* _Stored data_:
*** Begin section ***
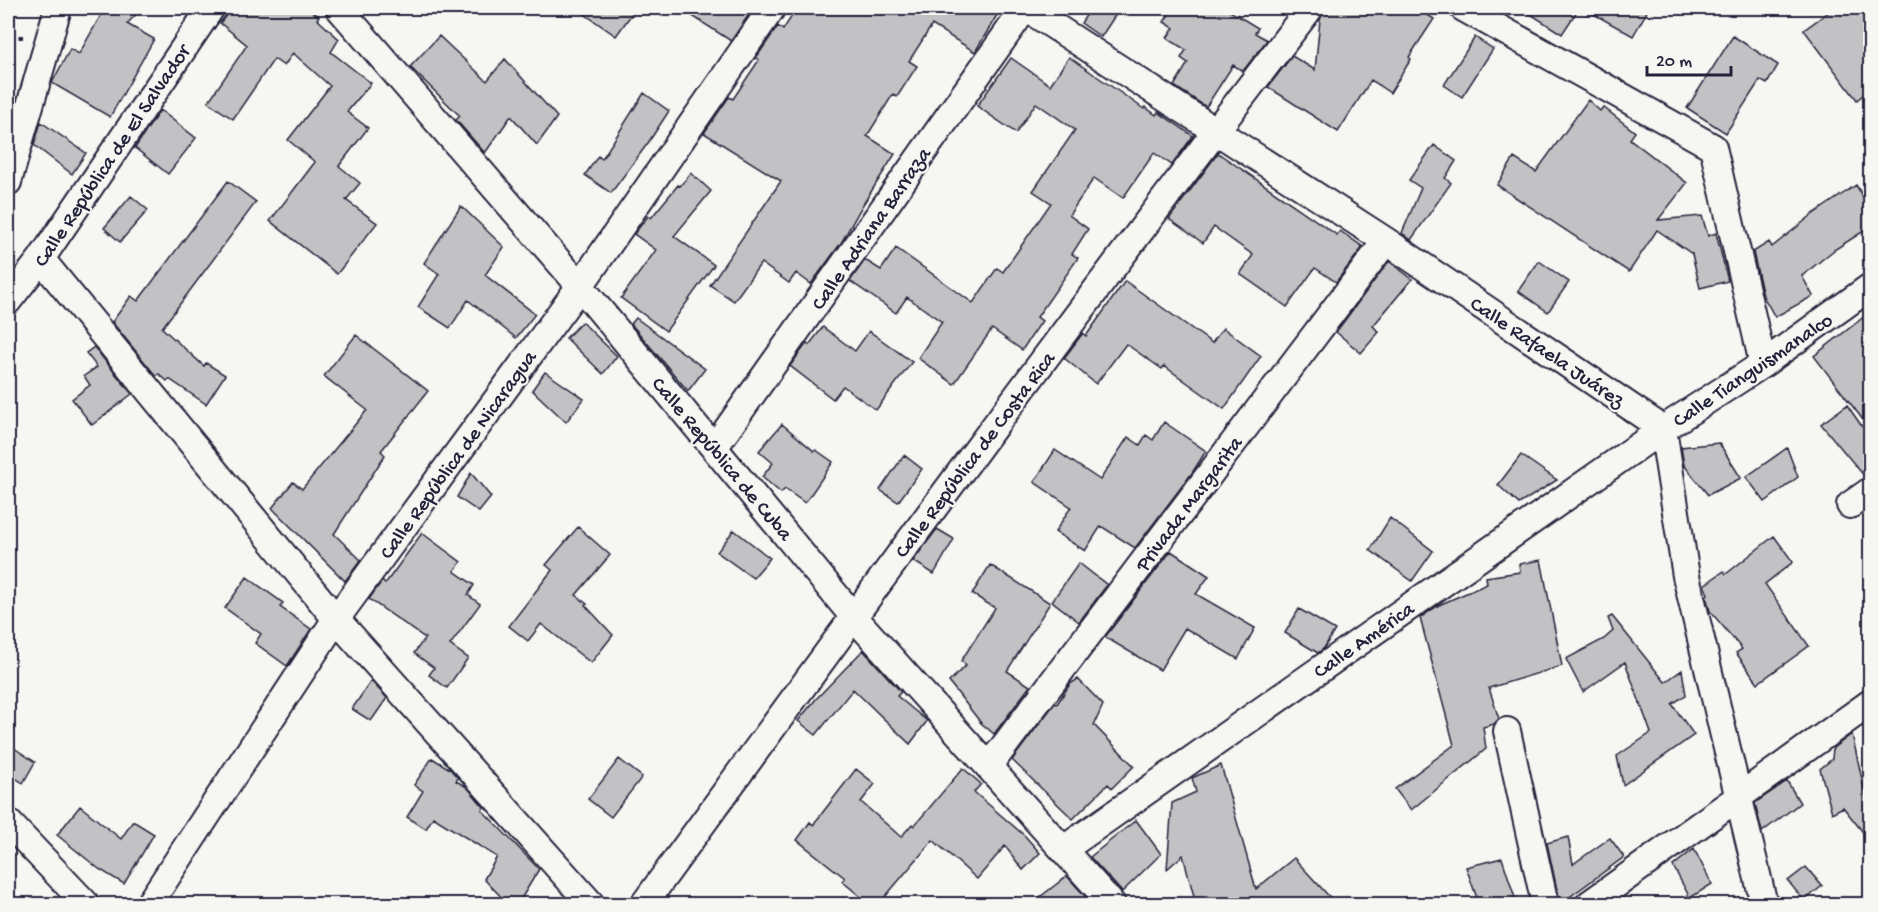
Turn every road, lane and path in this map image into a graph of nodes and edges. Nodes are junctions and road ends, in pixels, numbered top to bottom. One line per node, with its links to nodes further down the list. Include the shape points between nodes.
1 (58, 8): 9 (street)
2 (212, 8): 11 (street, Calle República de El Salvador)
3 (339, 8): 12 (street, Calle República de Cuba)
4 (772, 8): 12 (street, Calle República de Nicaragua)
5 (1026, 8): 8 (street, Calle Rafaela Juárez); 17 (street, Calle Adriana Barraza)
6 (1310, 8): 8 (street, Calle República de Costa Rica)
7 (1463, 8): 15 (street, via 1713,147)
8 (1216, 129): 10 (street, Calle Rafaela Juárez); 18 (street, Calle República de Costa Rica)
9 (8, 182)
10 (1386, 241): 16 (street, Calle Rafaela Juárez); 22 (street, Privada Margarita)
11 (41, 259): 14 (street, Calle República de El Salvador); 19 (street)
12 (580, 286): 17 (street, Calle República de Cuba); 19 (street, Calle República de Nicaragua)
13 (1870, 287): 15 (street, Calle Tianguismanalco)
14 (8, 301)
15 (1763, 364): 16 (street, Calle Tianguismanalco)
16 (1663, 429): 23 (street, via 1686,576); 25 (street, Calle América)
17 (714, 448): 18 (street, Calle República de Cuba)
18 (854, 616): 22 (street, Calle República de Cuba); 29 (street, Calle República de Costa Rica)
19 (336, 620): 27 (street, Calle República de Nicaragua); 28 (street)
20 (1870, 703): 23 (street)
21 (1508, 730): 31 (street)
22 (989, 766): 25 (street, Calle República de Cuba)
23 (1738, 797): 32 (street); 33 (street)
24 (8, 822): 26 (street)
25 (1064, 849): 30 (street, Calle República de Cuba)
26 (86, 904)
27 (149, 904)
28 (591, 904)
29 (644, 904)
30 (1112, 904)
31 (1545, 904)
32 (1589, 904)
33 (1764, 904)

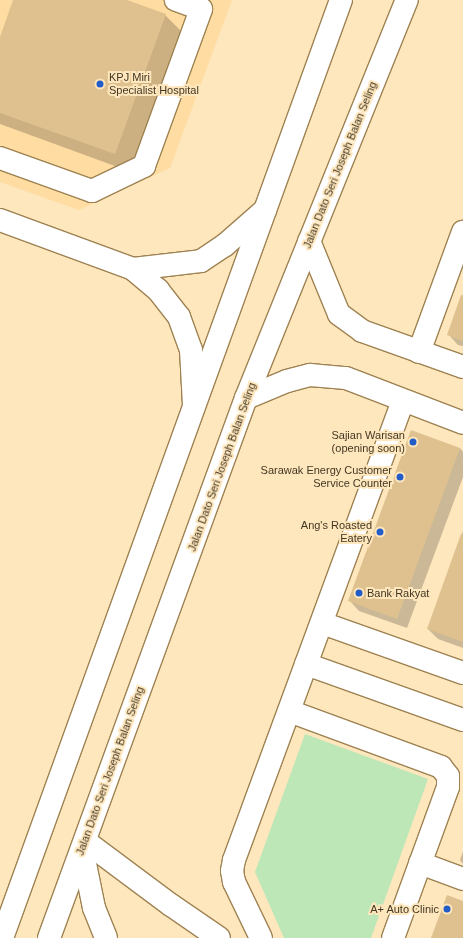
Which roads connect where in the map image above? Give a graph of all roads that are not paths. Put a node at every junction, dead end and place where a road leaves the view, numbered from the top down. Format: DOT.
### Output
graph roads {
  1 [pos="176,0"];
  2 [pos="341,0"];
  3 [pos="407,0"];
  4 [pos="0,158"];
  5 [pos="265,210"];
  6 [pos="0,220"];
  7 [pos="463,232"];
  8 [pos="310,241"];
  9 [pos="133,269"];
  10 [pos="419,352"];
  11 [pos="463,367"];
  12 [pos="246,398"];
  13 [pos="403,401"];
  14 [pos="194,405"];
  15 [pos="463,423"];
  16 [pos="322,623"];
  17 [pos="306,664"];
  18 [pos="463,673"];
  19 [pos="289,711"];
  20 [pos="463,720"];
  21 [pos="84,845"];
  22 [pos="420,863"];
  23 [pos="463,879"];
  24 [pos="2,938"];
  25 [pos="49,938"];
  26 [pos="106,938"];
  27 [pos="218,938"];
  28 [pos="262,938"];
  29 [pos="393,938"];
  1 -- 4 [label="main road"];
  2 -- 5 [label="main road"];
  3 -- 8 [label="main road, Jalan Dato Seri Joseph Balan Seling"];
  5 -- 9 [label="main road"];
  5 -- 14 [label="main road"];
  6 -- 9 [label="main road"];
  7 -- 10 [label="main road"];
  8 -- 10 [label="main road"];
  8 -- 12 [label="main road, Jalan Dato Seri Joseph Balan Seling"];
  9 -- 14 [label="main road"];
  10 -- 11 [label="main road"];
  12 -- 13 [label="main road"];
  12 -- 21 [label="main road, Jalan Dato Seri Joseph Balan Seling"];
  13 -- 15 [label="main road"];
  13 -- 16 [label="main road"];
  14 -- 24 [label="main road"];
  16 -- 17 [label="main road"];
  16 -- 18 [label="main road"];
  17 -- 19 [label="main road"];
  17 -- 20 [label="main road"];
  19 -- 22 [label="main road"];
  19 -- 28 [label="main road"];
  21 -- 25 [label="main road, Jalan Dato Seri Joseph Balan Seling"];
  21 -- 26 [label="main road"];
  21 -- 27 [label="main road"];
  22 -- 23 [label="main road"];
  22 -- 29 [label="main road"];
}
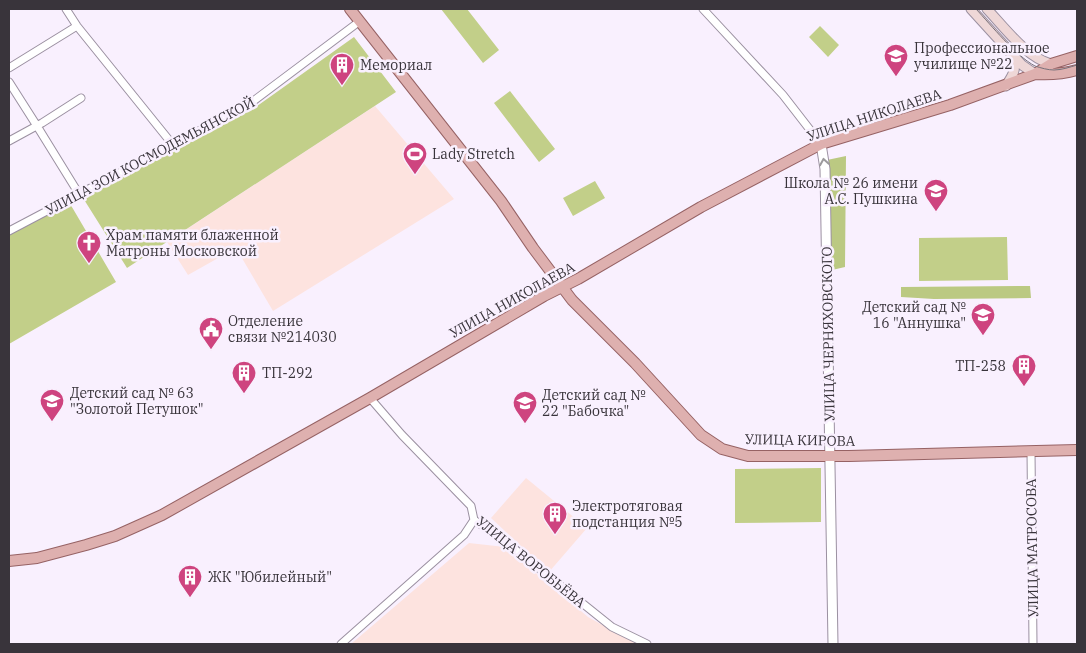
*** End section ***
* _ASSIGNMENT_: Lines that hold "roads" are the ones to copy, so pick each out from the data.

* _YOUR RESPONSE_:
Which roads connect where in the map image above? Give a graph of all roads that are not paths. Put a node at every junction, dead end and place where a road leaves the view, numbered from the top down. Format: DOT.
graph roads {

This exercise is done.